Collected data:
* * * *

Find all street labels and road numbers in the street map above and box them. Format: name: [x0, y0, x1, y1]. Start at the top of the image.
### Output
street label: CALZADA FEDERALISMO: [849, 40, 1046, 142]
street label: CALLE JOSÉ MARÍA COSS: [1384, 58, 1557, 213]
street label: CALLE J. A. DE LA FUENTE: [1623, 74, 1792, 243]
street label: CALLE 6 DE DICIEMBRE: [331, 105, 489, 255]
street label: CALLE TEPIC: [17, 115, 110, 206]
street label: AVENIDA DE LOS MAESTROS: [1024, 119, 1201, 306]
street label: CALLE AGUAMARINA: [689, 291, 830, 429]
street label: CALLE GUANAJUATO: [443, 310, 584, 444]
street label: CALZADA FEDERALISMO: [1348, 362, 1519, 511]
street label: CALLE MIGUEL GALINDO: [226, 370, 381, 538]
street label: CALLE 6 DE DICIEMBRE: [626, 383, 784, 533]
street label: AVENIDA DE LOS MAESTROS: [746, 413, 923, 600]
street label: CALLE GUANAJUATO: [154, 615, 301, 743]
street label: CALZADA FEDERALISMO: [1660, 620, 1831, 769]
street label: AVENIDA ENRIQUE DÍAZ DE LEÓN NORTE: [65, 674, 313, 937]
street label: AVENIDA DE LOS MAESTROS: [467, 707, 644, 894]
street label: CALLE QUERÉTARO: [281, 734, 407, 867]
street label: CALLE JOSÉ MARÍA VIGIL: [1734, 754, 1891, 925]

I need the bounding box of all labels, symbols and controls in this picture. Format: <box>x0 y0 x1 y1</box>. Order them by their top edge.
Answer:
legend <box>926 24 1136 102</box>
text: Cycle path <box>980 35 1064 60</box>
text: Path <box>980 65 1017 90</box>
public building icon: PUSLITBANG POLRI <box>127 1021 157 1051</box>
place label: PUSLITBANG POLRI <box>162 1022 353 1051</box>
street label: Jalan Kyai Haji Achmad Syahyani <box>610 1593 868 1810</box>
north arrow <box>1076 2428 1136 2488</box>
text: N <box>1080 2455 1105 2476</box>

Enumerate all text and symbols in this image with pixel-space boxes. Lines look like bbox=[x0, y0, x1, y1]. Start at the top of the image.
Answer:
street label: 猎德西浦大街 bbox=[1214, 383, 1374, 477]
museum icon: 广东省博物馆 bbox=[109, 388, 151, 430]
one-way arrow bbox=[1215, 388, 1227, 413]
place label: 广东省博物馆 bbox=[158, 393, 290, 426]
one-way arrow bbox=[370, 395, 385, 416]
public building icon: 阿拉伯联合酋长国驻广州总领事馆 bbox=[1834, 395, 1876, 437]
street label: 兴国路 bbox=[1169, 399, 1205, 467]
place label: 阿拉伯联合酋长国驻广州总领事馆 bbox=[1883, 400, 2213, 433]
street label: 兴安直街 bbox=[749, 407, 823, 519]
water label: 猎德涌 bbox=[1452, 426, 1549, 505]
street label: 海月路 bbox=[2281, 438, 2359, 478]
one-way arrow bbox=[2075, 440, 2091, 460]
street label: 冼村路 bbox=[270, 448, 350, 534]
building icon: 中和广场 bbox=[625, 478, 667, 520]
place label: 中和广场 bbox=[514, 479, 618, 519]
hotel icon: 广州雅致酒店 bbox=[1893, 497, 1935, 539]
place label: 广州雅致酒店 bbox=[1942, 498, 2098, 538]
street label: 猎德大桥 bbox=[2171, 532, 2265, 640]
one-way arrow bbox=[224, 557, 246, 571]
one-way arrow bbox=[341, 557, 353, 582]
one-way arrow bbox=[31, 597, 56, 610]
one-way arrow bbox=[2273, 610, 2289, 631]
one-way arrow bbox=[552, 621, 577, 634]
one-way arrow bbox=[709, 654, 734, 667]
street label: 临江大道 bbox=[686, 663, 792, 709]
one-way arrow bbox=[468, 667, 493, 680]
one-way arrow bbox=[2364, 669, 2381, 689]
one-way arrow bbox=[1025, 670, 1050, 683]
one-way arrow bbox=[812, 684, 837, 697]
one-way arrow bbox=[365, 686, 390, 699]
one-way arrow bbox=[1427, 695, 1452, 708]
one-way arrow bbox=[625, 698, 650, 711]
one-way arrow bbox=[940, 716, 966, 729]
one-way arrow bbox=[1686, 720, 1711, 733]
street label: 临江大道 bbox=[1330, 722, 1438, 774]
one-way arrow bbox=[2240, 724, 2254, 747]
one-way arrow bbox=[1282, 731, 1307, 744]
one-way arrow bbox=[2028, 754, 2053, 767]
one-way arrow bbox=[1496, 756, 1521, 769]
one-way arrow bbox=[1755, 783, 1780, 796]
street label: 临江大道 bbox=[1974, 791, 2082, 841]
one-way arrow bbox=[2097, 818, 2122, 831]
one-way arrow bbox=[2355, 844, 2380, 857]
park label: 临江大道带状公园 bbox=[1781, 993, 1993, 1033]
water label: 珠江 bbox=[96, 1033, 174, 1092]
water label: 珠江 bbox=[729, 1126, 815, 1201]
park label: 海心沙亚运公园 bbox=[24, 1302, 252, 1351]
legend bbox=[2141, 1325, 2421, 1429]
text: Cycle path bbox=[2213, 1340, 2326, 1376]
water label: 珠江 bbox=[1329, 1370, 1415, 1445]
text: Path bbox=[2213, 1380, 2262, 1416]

* * * *

[WHAT THE TASK ASKS]:
What is needed is an exact transcription of every entry.

[ANSWER]:
Find all street labels and road numbers in the street map above and box them. Format: name: [x0, y0, x1, y1]. Start at the top of the image.
### Output
street label: CALZADA FEDERALISMO: [849, 40, 1046, 142]
street label: CALLE JOSÉ MARÍA COSS: [1384, 58, 1557, 213]
street label: CALLE J. A. DE LA FUENTE: [1623, 74, 1792, 243]
street label: CALLE 6 DE DICIEMBRE: [331, 105, 489, 255]
street label: CALLE TEPIC: [17, 115, 110, 206]
street label: AVENIDA DE LOS MAESTROS: [1024, 119, 1201, 306]
street label: CALLE AGUAMARINA: [689, 291, 830, 429]
street label: CALLE GUANAJUATO: [443, 310, 584, 444]
street label: CALZADA FEDERALISMO: [1348, 362, 1519, 511]
street label: CALLE MIGUEL GALINDO: [226, 370, 381, 538]
street label: CALLE 6 DE DICIEMBRE: [626, 383, 784, 533]
street label: AVENIDA DE LOS MAESTROS: [746, 413, 923, 600]
street label: CALLE GUANAJUATO: [154, 615, 301, 743]
street label: CALZADA FEDERALISMO: [1660, 620, 1831, 769]
street label: AVENIDA ENRIQUE DÍAZ DE LEÓN NORTE: [65, 674, 313, 937]
street label: AVENIDA DE LOS MAESTROS: [467, 707, 644, 894]
street label: CALLE QUERÉTARO: [281, 734, 407, 867]
street label: CALLE JOSÉ MARÍA VIGIL: [1734, 754, 1891, 925]

I need the bounding box of all labels, symbols and controls in this picture. Format: <box>x0 y0 x1 y1</box>. Order them by their top edge.
Answer:
legend <box>926 24 1136 102</box>
text: Cycle path <box>980 35 1064 60</box>
text: Path <box>980 65 1017 90</box>
public building icon: PUSLITBANG POLRI <box>127 1021 157 1051</box>
place label: PUSLITBANG POLRI <box>162 1022 353 1051</box>
street label: Jalan Kyai Haji Achmad Syahyani <box>610 1593 868 1810</box>
north arrow <box>1076 2428 1136 2488</box>
text: N <box>1080 2455 1105 2476</box>

Enumerate all text and symbols in this image with pixel-space boxes. Lines look like bbox=[x0, y0, x1, y1]. Start at the top of the image.
Answer:
street label: 猎德西浦大街 bbox=[1214, 383, 1374, 477]
museum icon: 广东省博物馆 bbox=[109, 388, 151, 430]
one-way arrow bbox=[1215, 388, 1227, 413]
place label: 广东省博物馆 bbox=[158, 393, 290, 426]
one-way arrow bbox=[370, 395, 385, 416]
public building icon: 阿拉伯联合酋长国驻广州总领事馆 bbox=[1834, 395, 1876, 437]
street label: 兴国路 bbox=[1169, 399, 1205, 467]
place label: 阿拉伯联合酋长国驻广州总领事馆 bbox=[1883, 400, 2213, 433]
street label: 兴安直街 bbox=[749, 407, 823, 519]
water label: 猎德涌 bbox=[1452, 426, 1549, 505]
street label: 海月路 bbox=[2281, 438, 2359, 478]
one-way arrow bbox=[2075, 440, 2091, 460]
street label: 冼村路 bbox=[270, 448, 350, 534]
building icon: 中和广场 bbox=[625, 478, 667, 520]
place label: 中和广场 bbox=[514, 479, 618, 519]
hotel icon: 广州雅致酒店 bbox=[1893, 497, 1935, 539]
place label: 广州雅致酒店 bbox=[1942, 498, 2098, 538]
street label: 猎德大桥 bbox=[2171, 532, 2265, 640]
one-way arrow bbox=[224, 557, 246, 571]
one-way arrow bbox=[341, 557, 353, 582]
one-way arrow bbox=[31, 597, 56, 610]
one-way arrow bbox=[2273, 610, 2289, 631]
one-way arrow bbox=[552, 621, 577, 634]
one-way arrow bbox=[709, 654, 734, 667]
street label: 临江大道 bbox=[686, 663, 792, 709]
one-way arrow bbox=[468, 667, 493, 680]
one-way arrow bbox=[2364, 669, 2381, 689]
one-way arrow bbox=[1025, 670, 1050, 683]
one-way arrow bbox=[812, 684, 837, 697]
one-way arrow bbox=[365, 686, 390, 699]
one-way arrow bbox=[1427, 695, 1452, 708]
one-way arrow bbox=[625, 698, 650, 711]
one-way arrow bbox=[940, 716, 966, 729]
one-way arrow bbox=[1686, 720, 1711, 733]
street label: 临江大道 bbox=[1330, 722, 1438, 774]
one-way arrow bbox=[2240, 724, 2254, 747]
one-way arrow bbox=[1282, 731, 1307, 744]
one-way arrow bbox=[2028, 754, 2053, 767]
one-way arrow bbox=[1496, 756, 1521, 769]
one-way arrow bbox=[1755, 783, 1780, 796]
street label: 临江大道 bbox=[1974, 791, 2082, 841]
one-way arrow bbox=[2097, 818, 2122, 831]
one-way arrow bbox=[2355, 844, 2380, 857]
park label: 临江大道带状公园 bbox=[1781, 993, 1993, 1033]
water label: 珠江 bbox=[96, 1033, 174, 1092]
water label: 珠江 bbox=[729, 1126, 815, 1201]
park label: 海心沙亚运公园 bbox=[24, 1302, 252, 1351]
legend bbox=[2141, 1325, 2421, 1429]
text: Cycle path bbox=[2213, 1340, 2326, 1376]
water label: 珠江 bbox=[1329, 1370, 1415, 1445]
text: Path bbox=[2213, 1380, 2262, 1416]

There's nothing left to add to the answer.